I picked up a case of this after work today. Wish i bought a single bottle. As said above, where are the hops? Turn the Galaxy up a couple of notches and it could be a good beer. Only thing i can think of is they dont put much hops in to keep within a budget, as all their beers are priced the same. Damn shame though, wish i forked out the extra and got the Stone & Wood, this being a fathers day present to myself and all!


----------



## Will88 (2/9/11)

I found this pretty disappointing. My dad and I cracked open a bottle each and his first comment went along the lines of "it's very bland for a james squire beer".

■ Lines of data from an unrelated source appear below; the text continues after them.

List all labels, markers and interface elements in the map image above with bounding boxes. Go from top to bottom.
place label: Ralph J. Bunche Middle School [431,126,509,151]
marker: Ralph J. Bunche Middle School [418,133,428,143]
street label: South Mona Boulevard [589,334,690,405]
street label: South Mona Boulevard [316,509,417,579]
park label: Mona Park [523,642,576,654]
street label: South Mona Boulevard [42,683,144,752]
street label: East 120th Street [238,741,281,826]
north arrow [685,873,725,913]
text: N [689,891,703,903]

After reading about the hops used in this one I was expecting something more. It's not a terrible beer but it doesn't stand out either. Just another gateway pale ale.


----------



## Malted (2/9/11)

ekul said:


> It seems to me that they are putting lass hops in all their beers



Yeah where are the masculine hops? Damned girly beers!


----------



## logie (2/9/11)

all the james squires beers are fantastic, the best ones ive had are the speculator and the 100 lashes while on a visit into melb town and dropped into the brewhouse there on Russel st, since i first stared brewing well over 6 yrs ago ive come to appreciate different styles and brands of beer other than the old vb and draught that to me quite frankly just dosnt cut it anymore, personally im a fan of full flavour proper beer that will taste just as good after a dozen with out that sickly tast you get with commercial beers


----------



## Liam_snorkel (2/9/11)

cool story bro


----------



## Aus_Rider_22 (2/9/11)

logie said:


> all the james squires beers are fantastic, the best ones ive had are the speculator and the 100 lashes while on a visit into melb town and dropped into the brewhouse there on Russel st, since i first stared brewing well over 6 yrs ago ive come to appreciate different styles and brands of beer other than the old vb and draught that to me quite frankly just dosnt cut it anymore, personally im a fan of full flavour proper beer that will taste just as good after a dozen with out that sickly tast you get with commercial beers



I don't even know..........


----------



## bignath (2/9/11)

Aus_Rider_22 said:


> I don't even know..........



:lol: :lol: :lol:


----------



## mh971 (2/9/11)

logie said:


> all the james squires beers are fantastic, the best ones ive had are the speculator and the 100 lashes while on a visit into melb town and dropped into the brewhouse there on Russel st, since i first stared brewing well over 6 yrs ago ive come to appreciate different styles and brands of beer other than the old vb and draught that to me quite frankly just dosnt cut it anymore, personally im a fan of full flavour proper beer that will taste just as good after a dozen with out that sickly tast you get with commercial beers




Big Call. But is subjective as all personal taste is.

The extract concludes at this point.